'''

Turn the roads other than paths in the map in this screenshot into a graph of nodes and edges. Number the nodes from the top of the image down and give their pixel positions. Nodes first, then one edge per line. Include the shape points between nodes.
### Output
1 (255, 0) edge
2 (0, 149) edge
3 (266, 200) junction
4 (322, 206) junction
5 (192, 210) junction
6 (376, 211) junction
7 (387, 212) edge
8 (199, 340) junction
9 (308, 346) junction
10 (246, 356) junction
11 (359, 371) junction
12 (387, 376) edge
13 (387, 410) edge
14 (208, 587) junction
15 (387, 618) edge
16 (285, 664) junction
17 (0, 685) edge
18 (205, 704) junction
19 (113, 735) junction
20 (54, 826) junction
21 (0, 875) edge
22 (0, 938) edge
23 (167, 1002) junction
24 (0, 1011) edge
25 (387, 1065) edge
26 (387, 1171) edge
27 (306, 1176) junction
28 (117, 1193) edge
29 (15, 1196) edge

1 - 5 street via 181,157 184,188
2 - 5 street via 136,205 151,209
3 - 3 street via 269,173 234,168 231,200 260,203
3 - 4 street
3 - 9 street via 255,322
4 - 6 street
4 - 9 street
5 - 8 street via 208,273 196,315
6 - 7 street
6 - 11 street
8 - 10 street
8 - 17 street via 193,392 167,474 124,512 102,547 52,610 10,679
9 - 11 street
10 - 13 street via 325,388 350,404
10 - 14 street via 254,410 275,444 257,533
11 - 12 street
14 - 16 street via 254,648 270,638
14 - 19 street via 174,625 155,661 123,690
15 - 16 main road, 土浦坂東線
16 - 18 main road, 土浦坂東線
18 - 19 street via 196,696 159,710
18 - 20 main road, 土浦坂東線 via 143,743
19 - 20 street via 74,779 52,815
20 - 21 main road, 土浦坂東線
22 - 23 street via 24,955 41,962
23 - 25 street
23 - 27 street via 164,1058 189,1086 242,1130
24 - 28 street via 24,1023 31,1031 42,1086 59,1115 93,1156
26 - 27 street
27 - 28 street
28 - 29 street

'''

### Task to carry out
For every entry in the records above, write an exact copy.

### Solution to the exercise
Turn the roads other than paths in the map in this screenshot into a graph of nodes and edges. Number the nodes from the top of the image down and give their pixel positions. Nodes first, then one edge per line. Include the shape points between nodes.
### Output
1 (255, 0) edge
2 (0, 149) edge
3 (266, 200) junction
4 (322, 206) junction
5 (192, 210) junction
6 (376, 211) junction
7 (387, 212) edge
8 (199, 340) junction
9 (308, 346) junction
10 (246, 356) junction
11 (359, 371) junction
12 (387, 376) edge
13 (387, 410) edge
14 (208, 587) junction
15 (387, 618) edge
16 (285, 664) junction
17 (0, 685) edge
18 (205, 704) junction
19 (113, 735) junction
20 (54, 826) junction
21 (0, 875) edge
22 (0, 938) edge
23 (167, 1002) junction
24 (0, 1011) edge
25 (387, 1065) edge
26 (387, 1171) edge
27 (306, 1176) junction
28 (117, 1193) edge
29 (15, 1196) edge

1 - 5 street via 181,157 184,188
2 - 5 street via 136,205 151,209
3 - 3 street via 269,173 234,168 231,200 260,203
3 - 4 street
3 - 9 street via 255,322
4 - 6 street
4 - 9 street
5 - 8 street via 208,273 196,315
6 - 7 street
6 - 11 street
8 - 10 street
8 - 17 street via 193,392 167,474 124,512 102,547 52,610 10,679
9 - 11 street
10 - 13 street via 325,388 350,404
10 - 14 street via 254,410 275,444 257,533
11 - 12 street
14 - 16 street via 254,648 270,638
14 - 19 street via 174,625 155,661 123,690
15 - 16 main road, 土浦坂東線
16 - 18 main road, 土浦坂東線
18 - 19 street via 196,696 159,710
18 - 20 main road, 土浦坂東線 via 143,743
19 - 20 street via 74,779 52,815
20 - 21 main road, 土浦坂東線
22 - 23 street via 24,955 41,962
23 - 25 street
23 - 27 street via 164,1058 189,1086 242,1130
24 - 28 street via 24,1023 31,1031 42,1086 59,1115 93,1156
26 - 27 street
27 - 28 street
28 - 29 street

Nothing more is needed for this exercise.